One of my favorite rituals is making tacos for dinner on Tuesday. #tacotuesday became a ritual in our house several years ago and it has become one of my creative outlets in meal preparation each week. I like to think outside the box, above and beyond the norms, when it comes to tacos. After all, is there any rule for what can be a filling for a taco? There are savory varieties and dessert tacos, although my recipes tend to stay on the savory side. I like to experiment with seasonal vegetables and seasonings to make our weekly taco meal.
This week, being the last week in my month of squash recipes, I decided to make a taco filling using spaghetti squash. This is a variety of squash that I don't often cook with, and not because I don't like the taste, but because it's not so simple and straightforward to prepare. That being said, I don't want to scare you away from trying spaghetti squash...it just takes a little finesse or patience in its preparation.
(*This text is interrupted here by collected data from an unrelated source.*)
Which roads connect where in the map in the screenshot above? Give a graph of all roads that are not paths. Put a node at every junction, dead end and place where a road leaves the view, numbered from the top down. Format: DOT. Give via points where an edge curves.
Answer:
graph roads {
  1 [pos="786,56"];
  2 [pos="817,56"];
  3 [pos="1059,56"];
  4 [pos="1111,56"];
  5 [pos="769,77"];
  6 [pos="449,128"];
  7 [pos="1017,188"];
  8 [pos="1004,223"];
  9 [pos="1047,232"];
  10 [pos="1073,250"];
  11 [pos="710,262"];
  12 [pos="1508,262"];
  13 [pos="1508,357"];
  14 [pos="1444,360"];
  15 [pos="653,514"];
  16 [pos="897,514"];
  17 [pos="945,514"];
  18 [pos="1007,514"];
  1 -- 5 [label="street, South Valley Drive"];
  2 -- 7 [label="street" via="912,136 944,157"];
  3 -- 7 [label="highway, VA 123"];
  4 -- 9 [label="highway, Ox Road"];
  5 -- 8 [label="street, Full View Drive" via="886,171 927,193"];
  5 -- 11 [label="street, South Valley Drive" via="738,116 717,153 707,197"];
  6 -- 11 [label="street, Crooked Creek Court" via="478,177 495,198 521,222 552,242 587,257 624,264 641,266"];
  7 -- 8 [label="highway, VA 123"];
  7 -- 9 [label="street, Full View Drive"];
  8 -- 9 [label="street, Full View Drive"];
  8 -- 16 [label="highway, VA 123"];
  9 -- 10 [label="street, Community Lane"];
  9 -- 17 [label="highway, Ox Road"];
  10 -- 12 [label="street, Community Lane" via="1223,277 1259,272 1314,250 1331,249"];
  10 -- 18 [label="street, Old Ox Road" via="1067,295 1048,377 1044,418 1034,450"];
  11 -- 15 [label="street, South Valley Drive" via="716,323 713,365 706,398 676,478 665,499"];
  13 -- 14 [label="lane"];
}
From the outside, a spaghetti squash can be white-ish or yellow-ish in color. It should be firm and feel heavy. The peel is very hard - use caution when cutting this squash open! Once inside, there are lots of seeds to clear away. The seeds can be dried and roasted, as you would with pumpkin seeds or other squash seeds. The flesh of this squash should be orange, indicating its high levels of beta-carotene, and it should be solid when raw.
Cooking the spaghetti squash is simple, just bake it cut-side down on a lined sheet pan until the skin yields to the press of your fingers. Once cool enough to handle, the flesh of the cooked squash peels into thin ribbons and strands, which resemble spaghetti! I've seen many recipes which use spaghetti squash in place of pasta, and it's definitely a delicious substitute. Originally, I had visions of making spaghetti squash fritters this week, and I still plan to create that recipe in the near future. But for now, I present you my newest taco - the Sweet & Smoky Spaghetti Squash taco!
The best part about this recipe, other than its simple list of ingredients and delicious flavor, is the ability to make the filling in-advance. Even though I make dinner from scratch nearly every night, I rarely make our meal right before I sit down with my family and eat. I guess one of my rituals is cooking during the daytime, when I'm home alone, at my own pace and at my own time. Those moments in my kitchen are my way of grounding myself, since repeated behavior and established patterns contribute to the calming rhythm of my day.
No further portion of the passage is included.